Psychonauts: Style
One thing I like a lot about Psychonauts is its variability of style. Each mental world is a representation of one character’s mind, and conforms to that character’s world view, with greater or lesser degrees of abstraction and phantasmagoria mixed in. One person has decided to treat life as an endless party, and has a mind decorated like a discotheque. Another is paranoid, and has a mental landscape that’s fragmented into disjointed sidewalks floating in the abyss in varying orientation, lined with tract houses, a veneer of normality that completely fails to conceal the bizarre. One guy’s inner world is rendered in imitation of the paintings he does. Since his medium is fluorescent paint on black velvet, this makes for the strongest visual shift yet.
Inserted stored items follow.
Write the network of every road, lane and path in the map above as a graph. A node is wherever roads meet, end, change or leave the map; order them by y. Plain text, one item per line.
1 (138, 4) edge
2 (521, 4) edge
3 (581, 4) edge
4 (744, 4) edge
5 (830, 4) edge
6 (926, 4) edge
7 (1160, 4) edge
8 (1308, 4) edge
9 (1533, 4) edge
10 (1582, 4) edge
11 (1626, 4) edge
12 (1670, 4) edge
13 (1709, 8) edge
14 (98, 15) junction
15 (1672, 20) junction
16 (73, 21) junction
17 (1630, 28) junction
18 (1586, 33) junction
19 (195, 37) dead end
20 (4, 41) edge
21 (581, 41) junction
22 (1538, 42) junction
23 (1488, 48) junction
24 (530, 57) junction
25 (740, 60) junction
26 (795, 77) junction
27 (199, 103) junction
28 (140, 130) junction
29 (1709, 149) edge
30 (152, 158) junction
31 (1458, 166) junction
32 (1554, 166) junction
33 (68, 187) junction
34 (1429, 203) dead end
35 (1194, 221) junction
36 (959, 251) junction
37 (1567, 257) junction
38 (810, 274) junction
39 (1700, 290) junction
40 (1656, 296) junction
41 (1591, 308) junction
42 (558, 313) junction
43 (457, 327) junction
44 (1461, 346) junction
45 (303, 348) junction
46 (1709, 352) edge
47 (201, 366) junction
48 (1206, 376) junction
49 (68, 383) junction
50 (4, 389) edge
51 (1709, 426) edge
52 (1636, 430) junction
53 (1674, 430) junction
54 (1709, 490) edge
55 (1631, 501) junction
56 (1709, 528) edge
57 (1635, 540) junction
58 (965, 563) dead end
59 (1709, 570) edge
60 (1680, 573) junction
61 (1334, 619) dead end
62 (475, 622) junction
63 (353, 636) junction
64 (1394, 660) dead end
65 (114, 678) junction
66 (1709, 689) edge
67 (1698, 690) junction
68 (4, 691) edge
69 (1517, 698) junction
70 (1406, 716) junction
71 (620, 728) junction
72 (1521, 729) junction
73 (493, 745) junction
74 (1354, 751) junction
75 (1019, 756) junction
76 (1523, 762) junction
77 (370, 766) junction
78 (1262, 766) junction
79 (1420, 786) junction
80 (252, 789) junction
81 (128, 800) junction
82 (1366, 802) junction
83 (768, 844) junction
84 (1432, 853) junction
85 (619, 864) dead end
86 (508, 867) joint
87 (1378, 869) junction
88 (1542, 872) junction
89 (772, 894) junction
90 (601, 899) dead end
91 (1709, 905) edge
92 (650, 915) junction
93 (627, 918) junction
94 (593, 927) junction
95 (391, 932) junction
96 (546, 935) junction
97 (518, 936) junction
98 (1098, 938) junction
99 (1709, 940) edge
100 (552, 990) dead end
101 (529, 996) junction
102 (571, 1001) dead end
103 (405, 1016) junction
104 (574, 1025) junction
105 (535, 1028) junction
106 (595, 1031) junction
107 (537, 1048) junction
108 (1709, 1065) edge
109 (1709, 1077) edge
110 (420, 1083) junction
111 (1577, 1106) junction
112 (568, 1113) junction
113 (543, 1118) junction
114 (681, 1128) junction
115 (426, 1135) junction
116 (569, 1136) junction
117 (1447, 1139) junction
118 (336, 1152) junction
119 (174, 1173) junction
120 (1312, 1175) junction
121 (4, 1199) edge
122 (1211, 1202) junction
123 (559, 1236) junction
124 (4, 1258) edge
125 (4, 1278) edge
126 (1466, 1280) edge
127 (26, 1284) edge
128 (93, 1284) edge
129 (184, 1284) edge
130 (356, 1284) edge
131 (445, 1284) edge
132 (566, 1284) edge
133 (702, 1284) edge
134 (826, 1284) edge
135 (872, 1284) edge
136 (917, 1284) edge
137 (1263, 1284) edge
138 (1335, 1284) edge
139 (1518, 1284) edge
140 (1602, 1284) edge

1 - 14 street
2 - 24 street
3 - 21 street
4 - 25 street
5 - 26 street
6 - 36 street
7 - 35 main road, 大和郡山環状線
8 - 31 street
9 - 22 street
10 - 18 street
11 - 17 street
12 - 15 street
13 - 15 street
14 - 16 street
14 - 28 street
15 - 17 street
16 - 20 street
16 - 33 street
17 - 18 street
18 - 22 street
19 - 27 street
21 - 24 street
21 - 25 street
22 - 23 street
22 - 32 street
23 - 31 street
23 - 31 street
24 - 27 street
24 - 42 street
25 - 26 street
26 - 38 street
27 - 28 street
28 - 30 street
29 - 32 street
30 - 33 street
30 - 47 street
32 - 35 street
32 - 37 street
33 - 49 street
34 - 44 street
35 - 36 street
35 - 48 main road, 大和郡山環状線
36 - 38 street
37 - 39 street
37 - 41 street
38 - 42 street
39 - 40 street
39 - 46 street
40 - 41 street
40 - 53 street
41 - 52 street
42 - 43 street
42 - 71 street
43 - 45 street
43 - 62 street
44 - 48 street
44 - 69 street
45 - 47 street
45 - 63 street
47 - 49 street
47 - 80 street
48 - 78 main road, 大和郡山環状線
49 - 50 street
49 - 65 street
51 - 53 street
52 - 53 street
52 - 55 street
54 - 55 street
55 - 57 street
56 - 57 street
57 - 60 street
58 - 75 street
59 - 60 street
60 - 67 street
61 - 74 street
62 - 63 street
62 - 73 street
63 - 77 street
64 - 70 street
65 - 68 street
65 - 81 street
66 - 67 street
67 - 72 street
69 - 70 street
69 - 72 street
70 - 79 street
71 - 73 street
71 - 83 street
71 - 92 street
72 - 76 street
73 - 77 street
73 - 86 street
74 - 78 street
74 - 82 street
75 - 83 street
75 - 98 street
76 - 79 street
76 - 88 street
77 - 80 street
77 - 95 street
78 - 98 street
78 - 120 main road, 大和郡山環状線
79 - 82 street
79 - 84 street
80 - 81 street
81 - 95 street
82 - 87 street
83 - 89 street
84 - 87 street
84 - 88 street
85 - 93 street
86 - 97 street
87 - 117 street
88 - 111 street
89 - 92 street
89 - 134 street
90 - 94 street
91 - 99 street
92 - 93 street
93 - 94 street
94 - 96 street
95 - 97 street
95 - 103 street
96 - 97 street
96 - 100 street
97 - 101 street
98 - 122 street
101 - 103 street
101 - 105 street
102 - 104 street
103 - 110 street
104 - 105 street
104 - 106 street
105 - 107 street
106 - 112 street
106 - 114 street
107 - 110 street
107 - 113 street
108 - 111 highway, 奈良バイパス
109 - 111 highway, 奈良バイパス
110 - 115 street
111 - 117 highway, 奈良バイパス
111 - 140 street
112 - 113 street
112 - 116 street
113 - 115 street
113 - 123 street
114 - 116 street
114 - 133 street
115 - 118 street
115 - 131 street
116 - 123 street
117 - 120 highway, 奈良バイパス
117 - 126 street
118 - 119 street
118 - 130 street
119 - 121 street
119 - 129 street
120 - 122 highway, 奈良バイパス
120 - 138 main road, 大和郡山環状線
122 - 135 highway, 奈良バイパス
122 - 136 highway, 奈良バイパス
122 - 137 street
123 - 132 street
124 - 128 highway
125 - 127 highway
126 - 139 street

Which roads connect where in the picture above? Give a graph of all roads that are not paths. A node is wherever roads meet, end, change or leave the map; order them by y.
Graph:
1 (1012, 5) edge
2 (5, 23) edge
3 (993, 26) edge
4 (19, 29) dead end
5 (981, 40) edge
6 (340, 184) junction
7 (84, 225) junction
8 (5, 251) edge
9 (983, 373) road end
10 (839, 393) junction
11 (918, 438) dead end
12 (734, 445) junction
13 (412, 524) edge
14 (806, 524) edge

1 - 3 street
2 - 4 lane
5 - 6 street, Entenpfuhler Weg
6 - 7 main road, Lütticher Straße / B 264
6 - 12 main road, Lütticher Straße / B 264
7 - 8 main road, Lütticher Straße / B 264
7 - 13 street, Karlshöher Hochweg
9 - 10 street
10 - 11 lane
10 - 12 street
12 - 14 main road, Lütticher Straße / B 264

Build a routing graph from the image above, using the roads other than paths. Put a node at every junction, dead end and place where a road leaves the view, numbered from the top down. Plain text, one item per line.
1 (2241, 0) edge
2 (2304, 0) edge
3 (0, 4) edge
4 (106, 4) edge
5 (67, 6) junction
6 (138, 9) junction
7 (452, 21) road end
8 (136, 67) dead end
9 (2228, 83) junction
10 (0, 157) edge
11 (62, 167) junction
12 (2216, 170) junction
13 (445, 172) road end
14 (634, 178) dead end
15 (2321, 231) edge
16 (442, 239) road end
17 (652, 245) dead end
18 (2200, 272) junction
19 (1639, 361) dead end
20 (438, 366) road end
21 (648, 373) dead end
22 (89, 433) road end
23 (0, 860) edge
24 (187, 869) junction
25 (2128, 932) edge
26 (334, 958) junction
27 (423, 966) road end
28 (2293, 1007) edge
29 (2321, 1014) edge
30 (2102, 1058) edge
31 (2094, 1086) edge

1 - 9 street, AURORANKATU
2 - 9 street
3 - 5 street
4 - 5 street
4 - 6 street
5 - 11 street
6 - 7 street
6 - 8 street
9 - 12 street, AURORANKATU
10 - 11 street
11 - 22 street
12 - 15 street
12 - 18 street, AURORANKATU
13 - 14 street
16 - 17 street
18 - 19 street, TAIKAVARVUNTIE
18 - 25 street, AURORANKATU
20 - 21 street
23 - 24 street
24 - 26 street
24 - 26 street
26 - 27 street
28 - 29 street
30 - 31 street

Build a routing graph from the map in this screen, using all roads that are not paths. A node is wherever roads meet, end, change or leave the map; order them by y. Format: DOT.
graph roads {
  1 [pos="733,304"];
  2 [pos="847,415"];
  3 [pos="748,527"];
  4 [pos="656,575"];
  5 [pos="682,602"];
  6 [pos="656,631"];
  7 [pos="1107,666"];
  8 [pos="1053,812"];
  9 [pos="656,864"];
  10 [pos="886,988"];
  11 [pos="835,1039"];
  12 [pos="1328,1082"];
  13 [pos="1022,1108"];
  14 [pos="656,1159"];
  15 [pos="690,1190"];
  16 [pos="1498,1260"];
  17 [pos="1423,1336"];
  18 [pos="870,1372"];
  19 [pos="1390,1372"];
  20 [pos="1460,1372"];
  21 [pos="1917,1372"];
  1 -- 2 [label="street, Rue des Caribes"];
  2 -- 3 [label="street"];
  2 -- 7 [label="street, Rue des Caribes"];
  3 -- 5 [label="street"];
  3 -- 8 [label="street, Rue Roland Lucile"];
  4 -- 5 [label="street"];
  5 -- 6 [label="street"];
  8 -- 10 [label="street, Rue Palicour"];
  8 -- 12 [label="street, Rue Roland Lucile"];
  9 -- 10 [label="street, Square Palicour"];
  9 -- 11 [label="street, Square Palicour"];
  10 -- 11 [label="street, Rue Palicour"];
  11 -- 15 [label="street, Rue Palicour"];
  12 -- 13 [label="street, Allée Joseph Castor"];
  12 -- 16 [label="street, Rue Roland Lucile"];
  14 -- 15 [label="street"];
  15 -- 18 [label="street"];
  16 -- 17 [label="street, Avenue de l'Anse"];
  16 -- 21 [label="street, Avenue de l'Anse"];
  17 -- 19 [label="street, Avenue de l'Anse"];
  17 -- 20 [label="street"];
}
I think my favorite so far is the inner world of Fred Bonaparte, a classical loonie who thinks he’s Napoleon. Sort of. It’s more like he’s got a split personality and one of those personalities is Napoleon. (Or, heck, maybe he really is possessed by Napoleon’s ghost. It wouldn’t be the weirdest thing in the game.) In his mind, Fred and Napoleon are playing a hex-based wargame, which you can descend into and explore at two different levels of scale, shifting in size as appropriate to interact with the buildings on the map or the wooden soldiers. (Both soldiers and buildings occupy one hex each.) With the size shifts and the conversing with game pieces, it’s kind of like Alice in Wonderland meets Avalon Hill. And, well, the game just looks good. It’s that lush mixture of gameboard and diorama that the really dedicated hobbyists put together, the sort of thing that makes you want to learn the rules just so you’ll be allowed to touch it.
I suppose that switching around the look from level to level is really one of the fundamental techniques behind platformers: it’s a way to create variety when the gameplay has limited range. Not that this is much of an issue here.